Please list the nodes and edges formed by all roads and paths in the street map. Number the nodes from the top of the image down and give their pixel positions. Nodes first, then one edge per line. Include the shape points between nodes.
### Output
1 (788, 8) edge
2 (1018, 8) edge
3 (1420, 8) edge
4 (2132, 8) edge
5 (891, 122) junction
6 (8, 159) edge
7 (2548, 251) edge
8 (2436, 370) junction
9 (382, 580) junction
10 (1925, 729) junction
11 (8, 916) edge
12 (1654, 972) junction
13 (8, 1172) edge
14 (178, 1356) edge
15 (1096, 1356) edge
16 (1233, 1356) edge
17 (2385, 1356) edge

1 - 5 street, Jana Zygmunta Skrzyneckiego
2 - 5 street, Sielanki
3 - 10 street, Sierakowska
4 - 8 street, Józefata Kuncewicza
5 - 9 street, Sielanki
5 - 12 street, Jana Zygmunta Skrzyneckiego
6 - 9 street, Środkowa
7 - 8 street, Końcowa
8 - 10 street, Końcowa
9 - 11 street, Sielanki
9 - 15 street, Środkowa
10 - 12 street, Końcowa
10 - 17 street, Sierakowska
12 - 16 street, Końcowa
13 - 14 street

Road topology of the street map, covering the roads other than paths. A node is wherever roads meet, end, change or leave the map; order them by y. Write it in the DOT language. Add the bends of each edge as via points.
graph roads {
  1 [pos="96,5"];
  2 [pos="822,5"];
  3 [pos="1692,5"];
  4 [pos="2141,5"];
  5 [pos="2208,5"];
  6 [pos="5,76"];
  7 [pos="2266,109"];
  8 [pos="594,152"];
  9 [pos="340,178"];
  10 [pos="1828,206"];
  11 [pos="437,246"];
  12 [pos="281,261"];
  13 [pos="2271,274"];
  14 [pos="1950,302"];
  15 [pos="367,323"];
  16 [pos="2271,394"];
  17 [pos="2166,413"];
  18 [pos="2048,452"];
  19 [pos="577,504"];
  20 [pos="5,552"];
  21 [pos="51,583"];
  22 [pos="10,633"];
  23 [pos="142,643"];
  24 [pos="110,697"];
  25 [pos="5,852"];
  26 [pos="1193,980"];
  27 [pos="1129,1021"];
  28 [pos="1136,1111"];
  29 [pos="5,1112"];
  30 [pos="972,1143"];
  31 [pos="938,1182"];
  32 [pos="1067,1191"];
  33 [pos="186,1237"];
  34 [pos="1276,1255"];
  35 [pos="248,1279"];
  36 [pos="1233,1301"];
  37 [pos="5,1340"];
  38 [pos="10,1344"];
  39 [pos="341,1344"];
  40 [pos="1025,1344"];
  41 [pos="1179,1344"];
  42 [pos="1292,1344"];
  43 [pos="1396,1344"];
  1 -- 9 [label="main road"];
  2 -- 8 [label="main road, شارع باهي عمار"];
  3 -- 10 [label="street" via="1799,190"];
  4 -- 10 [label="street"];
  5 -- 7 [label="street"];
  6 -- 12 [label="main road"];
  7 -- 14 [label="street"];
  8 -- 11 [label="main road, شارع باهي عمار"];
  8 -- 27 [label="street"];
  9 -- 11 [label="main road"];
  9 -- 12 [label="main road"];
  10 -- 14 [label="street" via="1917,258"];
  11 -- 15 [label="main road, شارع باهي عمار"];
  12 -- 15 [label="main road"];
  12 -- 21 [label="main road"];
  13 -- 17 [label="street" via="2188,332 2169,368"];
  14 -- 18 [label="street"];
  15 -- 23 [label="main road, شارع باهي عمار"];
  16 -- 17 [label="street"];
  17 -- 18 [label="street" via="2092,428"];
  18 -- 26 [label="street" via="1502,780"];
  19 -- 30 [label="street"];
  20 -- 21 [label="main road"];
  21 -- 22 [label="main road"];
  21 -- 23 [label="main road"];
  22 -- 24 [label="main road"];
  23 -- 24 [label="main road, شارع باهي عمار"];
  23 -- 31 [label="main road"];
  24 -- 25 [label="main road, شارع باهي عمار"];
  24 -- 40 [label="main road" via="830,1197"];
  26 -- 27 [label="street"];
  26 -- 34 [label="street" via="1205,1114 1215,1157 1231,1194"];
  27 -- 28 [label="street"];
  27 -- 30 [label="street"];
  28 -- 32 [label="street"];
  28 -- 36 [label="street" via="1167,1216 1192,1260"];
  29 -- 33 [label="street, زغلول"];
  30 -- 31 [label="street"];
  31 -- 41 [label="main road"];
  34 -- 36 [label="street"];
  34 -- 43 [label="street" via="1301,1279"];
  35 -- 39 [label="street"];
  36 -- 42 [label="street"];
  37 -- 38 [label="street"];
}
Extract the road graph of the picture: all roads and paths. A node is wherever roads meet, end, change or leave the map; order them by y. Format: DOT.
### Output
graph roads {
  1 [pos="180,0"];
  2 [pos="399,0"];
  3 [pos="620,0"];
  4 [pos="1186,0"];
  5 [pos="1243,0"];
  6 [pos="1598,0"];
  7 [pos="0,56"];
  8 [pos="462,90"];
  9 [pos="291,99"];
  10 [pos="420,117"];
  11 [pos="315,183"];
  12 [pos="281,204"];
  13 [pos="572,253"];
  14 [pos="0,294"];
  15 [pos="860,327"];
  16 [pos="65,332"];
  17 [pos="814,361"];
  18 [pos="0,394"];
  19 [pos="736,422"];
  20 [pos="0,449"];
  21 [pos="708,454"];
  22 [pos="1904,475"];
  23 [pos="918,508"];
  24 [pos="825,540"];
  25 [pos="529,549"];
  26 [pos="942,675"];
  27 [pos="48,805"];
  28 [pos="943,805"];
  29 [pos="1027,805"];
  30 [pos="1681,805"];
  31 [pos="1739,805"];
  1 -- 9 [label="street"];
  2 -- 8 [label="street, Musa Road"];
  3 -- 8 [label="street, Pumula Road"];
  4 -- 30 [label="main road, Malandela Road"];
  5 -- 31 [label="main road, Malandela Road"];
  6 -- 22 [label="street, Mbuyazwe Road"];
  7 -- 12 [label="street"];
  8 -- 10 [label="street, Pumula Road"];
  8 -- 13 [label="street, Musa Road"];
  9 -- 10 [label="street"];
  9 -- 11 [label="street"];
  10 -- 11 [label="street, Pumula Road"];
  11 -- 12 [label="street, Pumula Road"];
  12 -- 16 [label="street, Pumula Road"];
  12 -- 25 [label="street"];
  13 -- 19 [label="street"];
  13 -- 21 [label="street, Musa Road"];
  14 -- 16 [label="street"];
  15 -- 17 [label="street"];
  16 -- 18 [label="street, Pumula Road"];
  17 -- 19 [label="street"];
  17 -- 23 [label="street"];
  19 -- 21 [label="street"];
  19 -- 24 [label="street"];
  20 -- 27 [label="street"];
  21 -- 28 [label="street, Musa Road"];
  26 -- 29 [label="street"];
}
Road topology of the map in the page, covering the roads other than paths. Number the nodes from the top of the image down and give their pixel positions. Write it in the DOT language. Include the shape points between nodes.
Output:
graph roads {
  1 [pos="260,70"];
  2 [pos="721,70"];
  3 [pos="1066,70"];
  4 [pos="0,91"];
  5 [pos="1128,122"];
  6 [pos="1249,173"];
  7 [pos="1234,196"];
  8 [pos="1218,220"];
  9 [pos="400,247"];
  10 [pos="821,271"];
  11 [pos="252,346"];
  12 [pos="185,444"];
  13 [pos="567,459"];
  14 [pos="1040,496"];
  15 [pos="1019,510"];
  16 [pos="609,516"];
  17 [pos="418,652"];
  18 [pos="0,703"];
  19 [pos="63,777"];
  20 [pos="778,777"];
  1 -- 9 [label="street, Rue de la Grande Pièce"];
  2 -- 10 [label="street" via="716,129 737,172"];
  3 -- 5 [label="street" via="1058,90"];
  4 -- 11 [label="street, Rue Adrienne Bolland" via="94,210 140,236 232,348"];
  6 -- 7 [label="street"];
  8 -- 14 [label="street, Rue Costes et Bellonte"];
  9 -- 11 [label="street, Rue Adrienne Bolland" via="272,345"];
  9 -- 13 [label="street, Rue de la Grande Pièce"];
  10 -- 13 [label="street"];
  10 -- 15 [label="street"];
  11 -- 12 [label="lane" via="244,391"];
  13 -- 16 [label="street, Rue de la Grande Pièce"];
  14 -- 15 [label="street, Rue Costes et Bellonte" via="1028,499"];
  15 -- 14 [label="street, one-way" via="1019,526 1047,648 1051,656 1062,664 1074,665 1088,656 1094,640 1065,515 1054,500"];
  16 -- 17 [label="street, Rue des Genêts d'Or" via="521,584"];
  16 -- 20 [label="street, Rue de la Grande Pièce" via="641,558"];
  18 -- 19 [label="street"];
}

## Aim of the task
Your answer must be a single number, the count of lines in the data that hold the string "wherever".

## Exercise response
2